Once I accidentally discovered there was a problem but I didn't think about it too much, until now!!!

I took a passenger and started the trip, but then I got distracted with something and attempted to start the trip - which effectively ended the trip!
There were other drivers around so I kept driving and asked my passenger to re-request the trip (since I was closest, I should have been picked up immediately). They kept getting other drivers for a good 7-8 minute ride all along. then we arrived at their hotel and we kept trying inside the car another 5 minutes. Each and every single time other cars showed up. It was very frustrating. They kept cancelling other cars until eventually I was picked. The whole entire time I was no further than 2 feet away from them - inside the same car!

Then I asked them to allow me drive all the way to exact spot I picked them up and terminate the fare there. It was flat rate, and it charged the same fare, so customers were not impacted by a price differential. But this is puzzling. I am almost sure that the relative location of a driver is not the primary factor for picking up a passenger. but I need to still figure out the rules. It causes unnecessary frustration when you are in a game and don't know the ground rules.


----------



## sts713 (Oct 4, 2014)

I tried they won't let me. They say everyone in Houston must do both. 

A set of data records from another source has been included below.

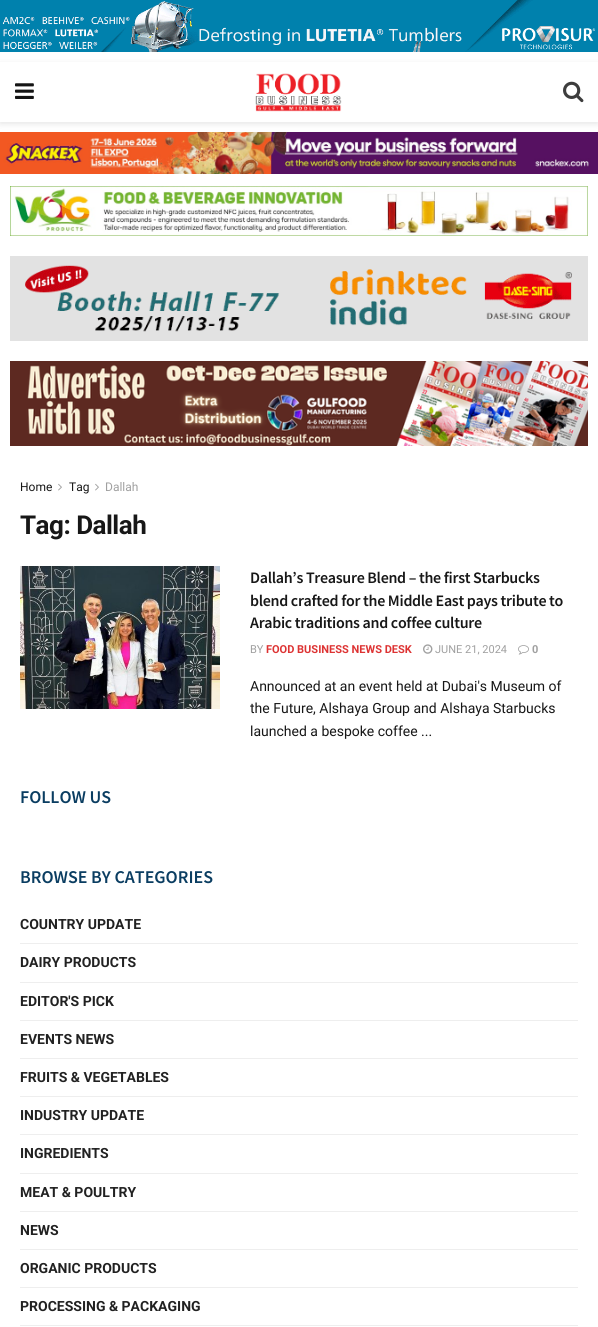 #include <cairo.h>
#include <math.h>
#include <stddef.h>


static void set_color(cairo_t *cr, unsigned color) {
    cairo_set_source_rgb(cr, (color >> 16) / 255.0, (color >> 8 & 255) / 255.0, (color & 255) / 255.0);
}

static void draw_text(cairo_t *cr, double x, double y, const char *s, const char *family, double size, int italic, int bold, unsigned color) {
    cairo_select_font_face(cr, family, italic ? CAIRO_FONT_SLANT_ITALIC : CAIRO_FONT_SLANT_NORMAL,
        bold ? CAIRO_FONT_WEIGHT_BOLD : CAIRO_FONT_WEIGHT_NORMAL);
    cairo_set_font_size(cr, size);
    set_color(cr, color);
    cairo_move_to(cr, x, y);
    cairo_show_text(cr, s);
}

static void draw_spaced(cairo_t *cr, double x, double y, const char *s, double letter, double word) {
    cairo_move_to(cr, x, y);
    while (*s) {
        char ch[5] = {0};
        int n = 0;
        do ch[n++] = *s++; while ((*s & 0xC0) == 0x80);
        cairo_show_text(cr, ch);
        cairo_rel_move_to(cr, letter + word * (*ch == ' '), 0);
    }
}

static void fill_rect(cairo_t *cr, double x, double y, double w, double h, unsigned color) {
    set_color(cr, color);
    cairo_rectangle(cr, x, y, w, h);
    cairo_fill(cr);
}

static void rounded_rect(cairo_t *cr, double x, double y, double w, double h, double r) {
    cairo_new_sub_path(cr);
    cairo_arc(cr, x + w - r, y + h - r, r, 0, M_PI / 2);
    cairo_arc(cr, x + r, y + h - r, r, M_PI / 2, M_PI);
    cairo_arc(cr, x + r, y + r, r, M_PI, 1.5 * M_PI);
    cairo_arc(cr, x + w - r, y + r, r, 1.5 * M_PI, 2 * M_PI);
    cairo_close_path(cr);
}

static void draw_shadow(cairo_t *cr, double x, double y, double w, double h, double r, double blur, double alpha) {
    cairo_push_group_with_content(cr, CAIRO_CONTENT_ALPHA);
    cairo_set_operator(cr, CAIRO_OPERATOR_SOURCE);
    for (int i = 15; i >= -15 && fmin(w, h) + blur * i / 3 > 0; i -= 2) {
        double e = blur * i / 6;
        cairo_set_source_rgba(cr, 0, 0, 0, alpha * erfc((i - 1) / 8.5) / 2);
        rounded_rect(cr, x - e, y - e, w + 2 * e, h + 2 * e, fmax(0, fmin(r + e + blur * .6, fmin(w, h) / 2 + e)));
        cairo_fill(cr);
    }
    cairo_pattern_t *soft = cairo_pop_group(cr);
    cairo_mask(cr, soft);
    cairo_pattern_destroy(soft);
}

static void draw_image(cairo_t *cr, const char *path, double x, double y, double w, double h) {
    cairo_surface_t *image = cairo_image_surface_create_from_png(path);
    cairo_save(cr);
    cairo_set_source_surface(cr, image, x, y);
    cairo_rectangle(cr, x, y, w, h);
    cairo_fill(cr);
    cairo_restore(cr);
    cairo_surface_destroy(image);
}

int main(void) {
    cairo_surface_t *surface = cairo_image_surface_create(CAIRO_FORMAT_RGB24, 598, 1327);
    cairo_t *cr = cairo_create(surface);
    cairo_font_options_t *options = cairo_font_options_create();
    cairo_font_options_set_hint_metrics(options, CAIRO_HINT_METRICS_OFF);
    cairo_font_options_set_hint_style(options, CAIRO_HINT_STYLE_NONE);
    cairo_set_font_options(cr, options);
    cairo_set_miter_limit(cr, 4);
    set_color(cr, 0xFFFFFF);
    cairo_paint(cr);
    draw_image(cr, "assets/img1.png", 0, 0, 598, 52);
    draw_image(cr, "assets/img5.png", 0, 132, 598, 42);
    cairo_save(cr);
    cairo_set_fill_rule(cr, CAIRO_FILL_RULE_EVEN_ODD);
    cairo_new_path(cr);
    cairo_move_to(cr, 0, 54);
    cairo_line_to(cr, 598, 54);
    cairo_line_to(cr, 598, 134);
    cairo_line_to(cr, 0, 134);
    cairo_close_path(cr);
    cairo_move_to(cr, 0, 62);
    cairo_line_to(cr, 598, 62);
    cairo_line_to(cr, 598, 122);
    cairo_line_to(cr, 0, 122);
    cairo_close_path(cr);
    cairo_clip(cr);
    set_color(cr, 0x000000);
    draw_shadow(cr, 0, 64, 598, 60, 0, 3, 0.1);
    cairo_restore(cr);
    draw_image(cr, "assets/img2.png", 15, 83, 19, 16);
    draw_image(cr, "assets/img3.png", 255, 73, 87, 39);
    draw_image(cr, "assets/img4.png", 563, 81, 21, 22);
    draw_image(cr, "assets/img6.png", 10, 186, 578, 50);
    draw_image(cr, "assets/img7.png", 10, 256, 578, 85);
    draw_image(cr, "assets/img8.png", 10, 361, 578, 85);
    draw_text(cr, 20, 491, "Home", "Roboto", 12, 0, 0, 0x171717);
    draw_image(cr, "assets/img9.png", 58, 483, 4, 8);
    draw_text(cr, 69, 491, "Tag", "Roboto", 12, 0, 0, 0x171717);
    draw_image(cr, "assets/img9.png", 95, 483, 4, 8);
    draw_text(cr, 105, 491, "Dallah", "Roboto", 12, 0, 0, 0xA0A0A0);
    cairo_select_font_face(cr, "Roboto", CAIRO_FONT_SLANT_NORMAL, CAIRO_FONT_WEIGHT_BOLD);
    cairo_set_font_size(cr, 26);
    set_color(cr, 0x171717);
    draw_spaced(cr, 20, 534, "Tag: Dallah", -0.5, 0);
    draw_image(cr, "assets/img10.png", 20, 566, 200, 143);
    cairo_select_font_face(cr, "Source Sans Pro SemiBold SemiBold", CAIRO_FONT_SLANT_NORMAL, CAIRO_FONT_WEIGHT_NORMAL);
    cairo_set_font_size(cr, 16);
    draw_spaced(cr, 250, 583, "Dallah’s Treasure Blend – the first Starbucks", -0.3, 0);
    draw_spaced(cr, 250, 606, "blend crafted for the Middle East pays tribute to", -0.3, 0);
    draw_spaced(cr, 250, 628, "Arabic traditions and coffee culture", -0.3, 0);
    draw_text(cr, 250, 653, "BY", "Roboto", 11, 0, 0, 0xA0A0A0);
    draw_text(cr, 266, 653, "FOOD BUSINESS NEWS DESK", "Roboto", 11, 0, 1, 0xDD3333);
    draw_image(cr, "assets/img11.png", 423, 644, 10, 10);
    draw_text(cr, 435, 653, "JUNE 21, 2024", "Roboto", 11, 0, 0, 0xA0A0A0);
    draw_image(cr, "assets/img12.png", 518, 645, 11, 10);
    draw_text(cr, 532, 653, "0", "Roboto", 11, 0, 1, 0xA0A0A0);
    draw_text(cr, 250, 691, "Announced at an event held at Dubai's Museum of", "Roboto", 14, 0, 0, 0x171717);
    draw_text(cr, 250, 713, "the Future, Alshaya Group and Alshaya Starbucks", "Roboto", 14, 0, 0, 0x171717);
    draw_text(cr, 250, 736, "launched a bespoke coffee ...", "Roboto", 14, 0, 0, 0x171717);
    draw_text(cr, 20, 803, "FOLLOW US", "Source Sans Pro SemiBold SemiBold", 18, 0, 0, 0x0A3D61);
    draw_text(cr, 20, 883, "BROWSE BY CATEGORIES", "Source Sans Pro SemiBold SemiBold", 18, 0, 0, 0x0A3D61);
    draw_text(cr, 20, 929, "COUNTRY UPDATE", "Roboto", 14, 0, 1, 0x212121);
    fill_rect(cr, 20, 943, 558, 1, 0xEEEEEE);
    draw_text(cr, 20, 967, "DAIRY PRODUCTS", "Roboto", 14, 0, 1, 0x212121);
    fill_rect(cr, 20, 982, 558, 1, 0xEEEEEE);
    draw_text(cr, 20, 1006, "EDITOR'S PICK", "Roboto", 14, 0, 1, 0x212121);
    fill_rect(cr, 20, 1020, 558, 1, 0xEEEEEE);
    draw_text(cr, 20, 1044, "EVENTS NEWS", "Roboto", 14, 0, 1, 0x212121);
    fill_rect(cr, 20, 1058, 558, 1, 0xEEEEEE);
    draw_text(cr, 20, 1082, "FRUITS & VEGETABLES", "Roboto", 14, 0, 1, 0x212121);
    fill_rect(cr, 20, 1096, 558, 1, 0xEEEEEE);
    draw_text(cr, 20, 1120, "INDUSTRY UPDATE", "Roboto", 14, 0, 1, 0x212121);
    fill_rect(cr, 20, 1134, 558, 1, 0xEEEEEE);
    draw_text(cr, 20, 1158, "INGREDIENTS", "Roboto", 14, 0, 1, 0x212121);
    fill_rect(cr, 20, 1173, 558, 1, 0xEEEEEE);
    draw_text(cr, 20, 1197, "MEAT & POULTRY", "Roboto", 14, 0, 1, 0x212121);
    fill_rect(cr, 20, 1211, 558, 1, 0xEEEEEE);
    draw_text(cr, 20, 1235, "NEWS", "Roboto", 14, 0, 1, 0x212121);
    fill_rect(cr, 20, 1249, 558, 1, 0xEEEEEE);
    draw_text(cr, 20, 1273, "ORGANIC PRODUCTS", "Roboto", 14, 0, 1, 0x212121);
    fill_rect(cr, 20, 1287, 558, 1, 0xEEEEEE);
    draw_text(cr, 20, 1311, "PROCESSING & PACKAGING", "Roboto", 14, 0, 1, 0x212121);
    fill_rect(cr, 20, 1325, 558, 1, 0xEEEEEE);
    cairo_surface_write_to_png(surface, "output.png");
    cairo_font_options_destroy(options);
    cairo_destroy(cr);
    cairo_surface_destroy(surface);
    return 0;
}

Thank you for reaching out.

All of our partner drivers with Uber who have an UberXL registered vehicle also have to be available for an accept UberX calls also. We are sorry but we are unable to remove the ability to accept UberX requests.

I hope this helps and have a great weekend!


----------



## sts713 (Oct 4, 2014)

I have accidentally canceled and the PAX had problems getting me again. I think Uber figures if PAX re-request after driver has ended trip PAX must want different driver.


----------



## Former Yellow Driver (Sep 5, 2014)

sts713 said:


> I tried they won't let me. They say everyone in Houston must do both.


Keep trying. I had to request it a couple of times before I found a CSR that wasn't too lazy to make the change. Hopefully this isn't just your Houston market with some different rules than other places. Good luck!


----------



## sts713 (Oct 4, 2014)

Thanks for the info. I will try again


----------



## pengduck (Sep 26, 2014)

UberXTampa said:


> Once I accidentally discovered there was a problem but I didn't think about it too much, until now!!!
> 
> I took a passenger and started the trip, but then I got distracted with something and attempted to start the trip - which effectively ended the trip!
> There were other drivers around so I kept driving and asked my passenger to re-request the trip (since I was closest, I should have been picked up immediately). They kept getting other drivers for a good 7-8 minute ride all along. then we arrived at their hotel and we kept trying inside the car another 5 minutes. Each and every single time other cars showed up. It was very frustrating. They kept cancelling other cars until eventually I was picked. The whole entire time I was no further than 2 feet away from them - inside the same car!
> ...


I think Uber might have something in the app that you have to be a certain distance apart. This would stop people from giving out their number to riders.


----------



## sts713 (Oct 4, 2014)

No cause i do it all the time. It is only after ending trip that it is hard to get it back. Requesting a new trip w/PAX in car is no problem. I often have PAX in car when they request ride and always get it.


----------



## Elmoooy (Sep 3, 2014)

sts713 said:


> The lowest i picked up was the 2.7 that i posted about, but if I'm out driving i will pickup anyone, rating doesn't matter to me. If a ping comes i go. The PAX I've had problems with have all been highly rated so ratings don't matter. After a week of trying to accept only xl rides, my acceptance rate fell off and i began getting messages that i would be deactivated if i didn't improve, fell to 23% now back at 78%. Since then i accept everything, if I'm out driving.


I think if you are on XL you should be able to switch to XL pings only.


----------